Wheein POV
Its been months since that night. Months since you showed me a spark of love.
I never thought it would go this way.
You have been showering solar with love and affection. You make her smile but you make me cry.
The most painful part is that I have to watch you shower her with love , and all I can do is stand at the sidelines and cheer for you.
You treat me like a shadow this days and you rarely even glance my way.
The company is starting to grow suspicious on why I am acting this way.
I can't eat or sleep because my appetite is ruined because of my broken heart.
Everything I dreamed of, as you and me sat under the moon with your beloved wine on your hand while the other embraced me, has become a painful reminder of a broken heart.
Yet I have to stay strong, because who knows maybe you will finally love me back........
I thought as I sat in my room painting a picture of which now looks like a broken heart.
My hands were shaking and my clothes extremely wet.
My cheeks wet with tears. Good thing I didn't apply make up today. I said as I cleared everything up and then went to.the shower to clear the remaining paint.
I stood under the running water and scrubbed the paint off my skin till it glowed red. I think it might bruise later.
I finished showering and wore a large white T-shirt with a black short short underneath
I opened my bedroom curtains and looked at the rising sun that peeked from the horizon.
I looked at it for sometime then decided to head downstairs to cook breakfast for the members.
I was passing by solars room opting to wake her up but met an empty bed instead.
It looked rather deserted for a while which meant that she hadn't slept on it for a while.
Maybe she slept with byulyi. My brain told me. The same brain that gave hope of an us one day was the same brain telling me the heartbreaking truth right now.

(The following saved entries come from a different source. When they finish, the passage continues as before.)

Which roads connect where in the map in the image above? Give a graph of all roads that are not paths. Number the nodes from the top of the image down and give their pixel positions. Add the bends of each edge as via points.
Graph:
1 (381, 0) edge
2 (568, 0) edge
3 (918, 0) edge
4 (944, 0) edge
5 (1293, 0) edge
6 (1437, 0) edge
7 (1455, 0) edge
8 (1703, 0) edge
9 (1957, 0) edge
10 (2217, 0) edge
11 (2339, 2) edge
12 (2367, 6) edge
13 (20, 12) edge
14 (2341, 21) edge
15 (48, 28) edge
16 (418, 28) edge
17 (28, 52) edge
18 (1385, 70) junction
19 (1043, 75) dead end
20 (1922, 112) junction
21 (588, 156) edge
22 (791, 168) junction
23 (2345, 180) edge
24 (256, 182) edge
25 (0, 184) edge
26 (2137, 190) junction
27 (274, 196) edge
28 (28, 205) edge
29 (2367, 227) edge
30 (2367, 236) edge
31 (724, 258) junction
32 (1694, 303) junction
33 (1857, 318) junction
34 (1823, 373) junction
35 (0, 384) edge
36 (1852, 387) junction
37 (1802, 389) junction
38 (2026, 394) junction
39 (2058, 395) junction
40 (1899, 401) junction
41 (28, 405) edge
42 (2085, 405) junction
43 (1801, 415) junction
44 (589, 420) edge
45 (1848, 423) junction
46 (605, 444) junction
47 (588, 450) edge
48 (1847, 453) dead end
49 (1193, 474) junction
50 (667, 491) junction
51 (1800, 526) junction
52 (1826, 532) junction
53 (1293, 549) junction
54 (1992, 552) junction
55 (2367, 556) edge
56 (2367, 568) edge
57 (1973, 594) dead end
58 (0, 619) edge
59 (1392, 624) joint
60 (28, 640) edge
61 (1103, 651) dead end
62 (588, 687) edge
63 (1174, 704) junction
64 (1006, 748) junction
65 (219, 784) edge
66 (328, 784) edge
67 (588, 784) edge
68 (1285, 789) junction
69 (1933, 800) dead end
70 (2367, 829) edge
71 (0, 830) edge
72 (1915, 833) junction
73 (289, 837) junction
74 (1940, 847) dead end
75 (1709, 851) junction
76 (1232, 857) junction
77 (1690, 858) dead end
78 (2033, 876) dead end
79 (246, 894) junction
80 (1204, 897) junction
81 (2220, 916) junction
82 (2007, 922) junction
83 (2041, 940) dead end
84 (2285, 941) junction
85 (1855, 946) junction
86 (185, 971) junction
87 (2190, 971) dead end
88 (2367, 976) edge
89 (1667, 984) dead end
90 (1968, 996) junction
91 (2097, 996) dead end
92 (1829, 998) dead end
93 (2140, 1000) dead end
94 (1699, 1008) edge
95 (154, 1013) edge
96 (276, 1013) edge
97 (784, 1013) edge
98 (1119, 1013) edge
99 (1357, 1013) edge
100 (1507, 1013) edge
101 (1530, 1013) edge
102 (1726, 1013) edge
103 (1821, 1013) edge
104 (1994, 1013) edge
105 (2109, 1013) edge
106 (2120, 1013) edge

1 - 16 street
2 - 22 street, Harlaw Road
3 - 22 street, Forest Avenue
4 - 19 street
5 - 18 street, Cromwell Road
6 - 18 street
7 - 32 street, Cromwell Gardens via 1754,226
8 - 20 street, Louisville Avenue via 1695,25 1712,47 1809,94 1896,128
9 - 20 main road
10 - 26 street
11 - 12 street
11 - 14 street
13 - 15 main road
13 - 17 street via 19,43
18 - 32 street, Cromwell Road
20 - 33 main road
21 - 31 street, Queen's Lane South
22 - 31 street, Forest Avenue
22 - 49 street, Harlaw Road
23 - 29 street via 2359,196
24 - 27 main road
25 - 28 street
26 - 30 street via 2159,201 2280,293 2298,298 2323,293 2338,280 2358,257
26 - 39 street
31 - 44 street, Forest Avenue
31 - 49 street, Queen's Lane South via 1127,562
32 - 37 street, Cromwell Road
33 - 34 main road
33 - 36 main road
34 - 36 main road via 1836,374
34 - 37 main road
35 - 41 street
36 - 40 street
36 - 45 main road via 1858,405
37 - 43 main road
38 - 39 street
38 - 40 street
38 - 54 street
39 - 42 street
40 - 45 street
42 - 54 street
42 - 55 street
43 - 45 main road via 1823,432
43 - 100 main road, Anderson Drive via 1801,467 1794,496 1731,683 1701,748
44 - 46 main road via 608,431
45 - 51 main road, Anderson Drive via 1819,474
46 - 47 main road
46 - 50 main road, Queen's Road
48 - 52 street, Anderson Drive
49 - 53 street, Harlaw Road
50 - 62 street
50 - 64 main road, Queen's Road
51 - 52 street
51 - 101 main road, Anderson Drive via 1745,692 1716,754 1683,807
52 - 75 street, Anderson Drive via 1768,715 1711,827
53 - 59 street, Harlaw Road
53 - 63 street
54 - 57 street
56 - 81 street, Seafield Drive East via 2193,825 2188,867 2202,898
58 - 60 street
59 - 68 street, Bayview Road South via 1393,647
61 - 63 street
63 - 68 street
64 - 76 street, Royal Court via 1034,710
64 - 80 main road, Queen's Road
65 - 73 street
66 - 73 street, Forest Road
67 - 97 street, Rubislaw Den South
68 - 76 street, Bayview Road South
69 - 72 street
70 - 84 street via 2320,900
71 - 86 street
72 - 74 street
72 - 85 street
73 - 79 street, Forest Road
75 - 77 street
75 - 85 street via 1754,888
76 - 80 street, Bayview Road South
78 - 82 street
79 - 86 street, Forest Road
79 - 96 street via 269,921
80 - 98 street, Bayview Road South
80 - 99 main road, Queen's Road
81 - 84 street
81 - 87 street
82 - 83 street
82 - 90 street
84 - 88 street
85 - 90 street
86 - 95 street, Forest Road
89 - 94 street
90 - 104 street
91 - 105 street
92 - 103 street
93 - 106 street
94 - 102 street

I sometimes wished it would lie to me. I wished it would make me dumb to not make sense of the love in byulyi eyes whenever she saw solar.
The happy glint in her eye when solar does as much as breath in the same room as her.
The way her heart raced whenever she just thinks of her.
I wished I was blind to it all. I just wanted the ground to open up and swallow me so thate I don't experience all this pain.
Holding my tears back I ran back to my room and changed into a black sports bra and black sweatpants and wore a long sleeved shirt over it in case of cold.
I tied my blue hair into a bun then headed downstairs and carried my hoodie and dashed out the door.
My fee ended up bringing me to the gym. I realised I hadn't worked out in a while. I was too busy crying my eyeballs out for byul.
I exercised for about half an hour and the sat down to rest. I switched on my phone and saw five missed calls by the manager and two by hyejin.
Huh!!!! , its like she doesn't gibe a fuck about me. I decided to lagh it off.